**Brief**
Print, exactly as given, each line of the data from the line containing "Digitize the connectivity" up to and including its last line.

**Dataset records**
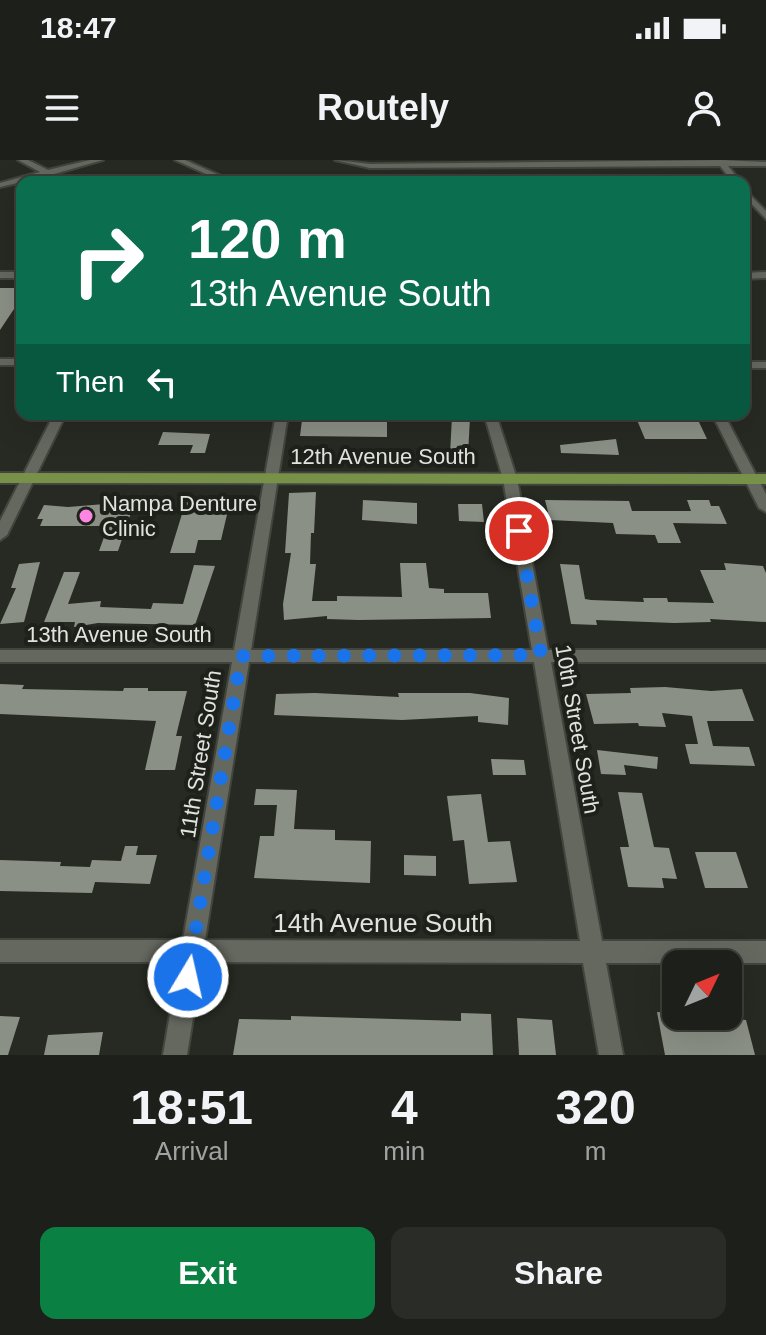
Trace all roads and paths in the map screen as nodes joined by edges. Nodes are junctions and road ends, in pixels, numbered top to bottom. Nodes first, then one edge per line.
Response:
1 (22, 160) edge
2 (99, 160) edge
3 (179, 160) edge
4 (339, 160) edge
5 (720, 162) edge
6 (766, 164) edge
7 (589, 166) edge
8 (455, 167) edge
9 (47, 173) junction
10 (35, 176) edge
11 (53, 176) edge
12 (217, 176) edge
13 (750, 198) edge
14 (752, 214) dead end
15 (765, 215) edge
16 (57, 420) edge
17 (281, 420) edge
18 (492, 420) edge
19 (722, 420) edge
20 (0, 478) edge
21 (270, 478) junction
22 (29, 479) junction
23 (510, 479) junction
24 (758, 479) edge
25 (766, 508) edge
26 (0, 535) edge
27 (541, 655) junction
28 (0, 656) edge
29 (241, 656) junction
30 (766, 656) edge
31 (0, 951) edge
32 (192, 951) junction
33 (593, 952) junction
34 (766, 952) edge
35 (175, 1055) edge
36 (611, 1055) edge

1 - 9 street
2 - 9 street
3 - 12 street
4 - 8 street
5 - 6 street
5 - 7 street
7 - 8 street
9 - 10 street
9 - 11 street
13 - 15 street
14 - 15 street
16 - 22 street
17 - 21 street, 11th Street South
18 - 23 street, 10th Street South
19 - 24 street
20 - 22 main road, 12th Avenue South
21 - 22 main road, 12th Avenue South
21 - 23 main road, 12th Avenue South
21 - 29 street, 11th Street South
22 - 26 street
23 - 24 main road, 12th Avenue South
23 - 27 street, 10th Street South
24 - 25 street
27 - 29 street, 13th Avenue South
27 - 30 street, 13th Avenue South
27 - 33 street, 10th Street South
28 - 29 street, 13th Avenue South
29 - 32 street, 11th Street South
31 - 32 street, 14th Avenue South
32 - 33 street, 14th Avenue South
32 - 35 street, 11th Street South
33 - 34 street, 14th Avenue South
33 - 36 street, 10th Street South

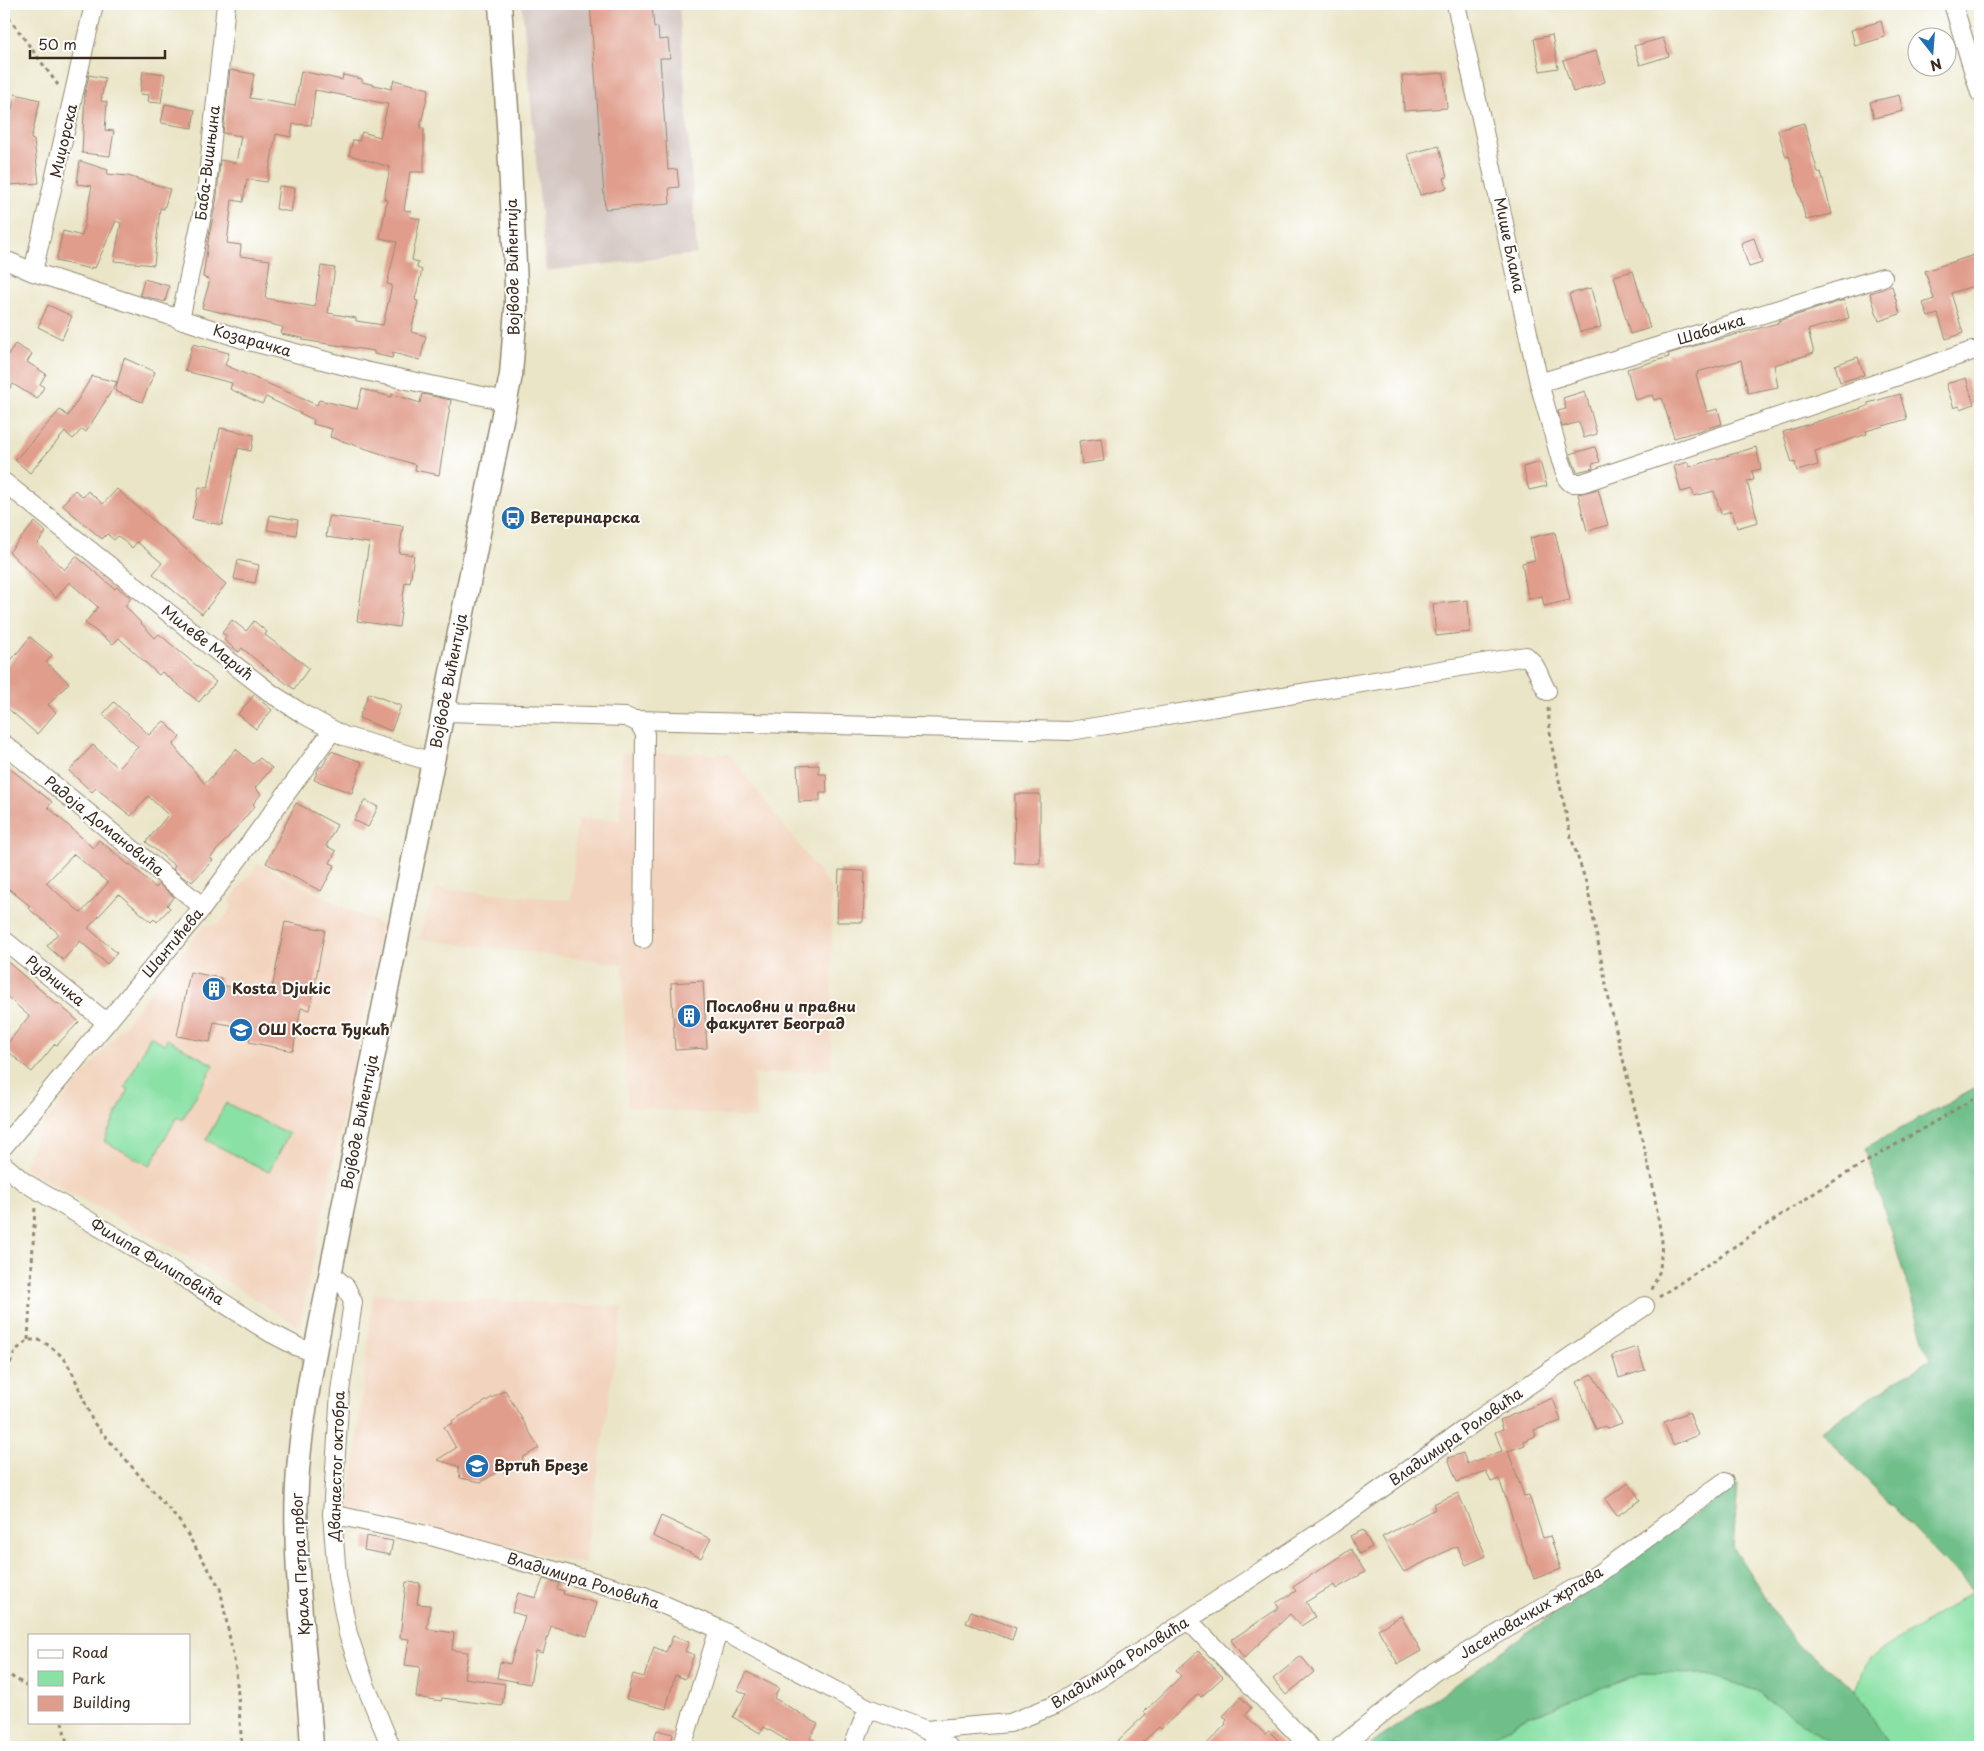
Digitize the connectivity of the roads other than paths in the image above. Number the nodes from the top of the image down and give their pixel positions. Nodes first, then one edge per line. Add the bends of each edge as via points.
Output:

**Response to the task**
Digitize the connectivity of the roads other than paths in the image above. Number the nodes from the top of the image down and give their pixel positions. Nodes first, then one edge per line. Add the bends of each edge as via points.
Output:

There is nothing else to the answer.